Duisburg – Die Kindernothilfe kritisiert den Beschluss des Bundestags zu einer Verschärfung des Asylrechts. „Die Verbesserung des Schutzes von Flüchtlingskindern hätte in das Asylpaket II aufgenommen werden müssen“, so Christoph Dehn, stellvertretender Vorsitzender der Kindernothilfe. „Die Entscheidung ist fatal für das Wohl tausender geflüchteter Mädchen und Jungen. Sie ist eine Ohrfeige für die Kinderrechte und steht im Widerspruch zur UN-Kinderrechtskonvention“.

Fast ein Drittel der Flüchtlinge, die 2015 in Europa angekommen sind, sind minderjährig. Sie sind besonders gefährdet, Opfer von Menschenhandel und sexueller Ausbeutung zu werden. Gemeinsam mit ECPAT, der Arbeitsgemeinschaft zum Schutz der Kinder vor sexueller Ausbeutung, hat die Kindernothilfe bereits Anfang Februar darauf hingewiesen, dass Mindeststandards für die Unterbringung von Flüchtlingskindern gewährleistet sein müssen und Maßnahmen zum Schutz minderjähriger Flüchtlinge, wie etwa eine Betriebserlaubnis der Flüchtlingsunterkünfte nach dem Kinder- und Jugendhilferecht, in das Asylpaket II aufgenommen werden sollten.

„Die zum großen Teil schwer traumatisierten Mädchen und Jungen brauchen unseren besonderen Schutz, vor allem, wenn sie unbegleitet ins Land kommen“, so Dehn weiter. „Mit dem Asylpaket II erschwert die Regierung nicht nur die Familienzusammenführung, sondern verwehrt Kindern die sicheren Schutzräume, die sie hier so dringend bräuchten“.

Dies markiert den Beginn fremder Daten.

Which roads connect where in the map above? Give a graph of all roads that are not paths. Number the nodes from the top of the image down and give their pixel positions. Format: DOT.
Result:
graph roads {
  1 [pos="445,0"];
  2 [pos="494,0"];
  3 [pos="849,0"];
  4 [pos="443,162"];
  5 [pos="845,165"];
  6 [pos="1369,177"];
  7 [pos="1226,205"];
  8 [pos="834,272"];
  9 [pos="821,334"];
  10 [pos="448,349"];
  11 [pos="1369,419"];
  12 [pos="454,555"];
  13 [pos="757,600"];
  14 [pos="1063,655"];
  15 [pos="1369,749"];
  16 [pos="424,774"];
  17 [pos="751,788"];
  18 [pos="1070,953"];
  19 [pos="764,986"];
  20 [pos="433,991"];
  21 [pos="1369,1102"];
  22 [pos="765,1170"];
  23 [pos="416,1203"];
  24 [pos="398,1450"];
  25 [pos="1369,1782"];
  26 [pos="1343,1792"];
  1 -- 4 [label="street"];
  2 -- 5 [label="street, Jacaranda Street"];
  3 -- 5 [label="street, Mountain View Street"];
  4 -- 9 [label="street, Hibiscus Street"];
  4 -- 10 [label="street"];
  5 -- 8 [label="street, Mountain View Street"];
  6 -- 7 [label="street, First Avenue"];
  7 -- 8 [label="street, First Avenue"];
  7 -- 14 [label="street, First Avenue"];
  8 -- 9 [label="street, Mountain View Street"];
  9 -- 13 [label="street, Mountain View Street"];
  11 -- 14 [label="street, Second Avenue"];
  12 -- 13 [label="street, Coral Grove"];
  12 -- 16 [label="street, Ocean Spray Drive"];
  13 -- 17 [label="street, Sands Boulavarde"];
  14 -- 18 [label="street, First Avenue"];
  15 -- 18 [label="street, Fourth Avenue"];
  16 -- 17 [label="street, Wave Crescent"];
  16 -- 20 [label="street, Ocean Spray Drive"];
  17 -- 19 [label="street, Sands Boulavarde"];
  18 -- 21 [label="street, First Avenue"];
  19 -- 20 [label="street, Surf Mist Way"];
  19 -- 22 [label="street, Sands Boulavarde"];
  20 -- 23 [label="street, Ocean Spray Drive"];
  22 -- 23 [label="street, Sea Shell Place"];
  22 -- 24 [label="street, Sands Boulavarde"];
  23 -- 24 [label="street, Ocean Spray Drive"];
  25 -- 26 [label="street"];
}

Als eine der größten christlichen Kinderhilfsorganisationen in Europa unterstützt die Kindernothilfe benachteiligte Mädchen und Jungen auf ihrem Weg in ein eigenständiges und selbstbestimmtes Leben. Sie fördert 799 Projekte und leistet Humanitäre Hilfe – wie aktuell im Libanon, wo syrische Flüchtlingskinder unterstützt werden. Zurzeit schützt, stärkt und fördert die Kindernothilfe 1,8 Millionen Kinder und ihre Familien und Gemeinschaften in insgesamt 31 Ländern in Afrika, Asien, Lateinamerika und Osteuropa, um ihre Lebensbedingungen nachhaltig zu verbessern.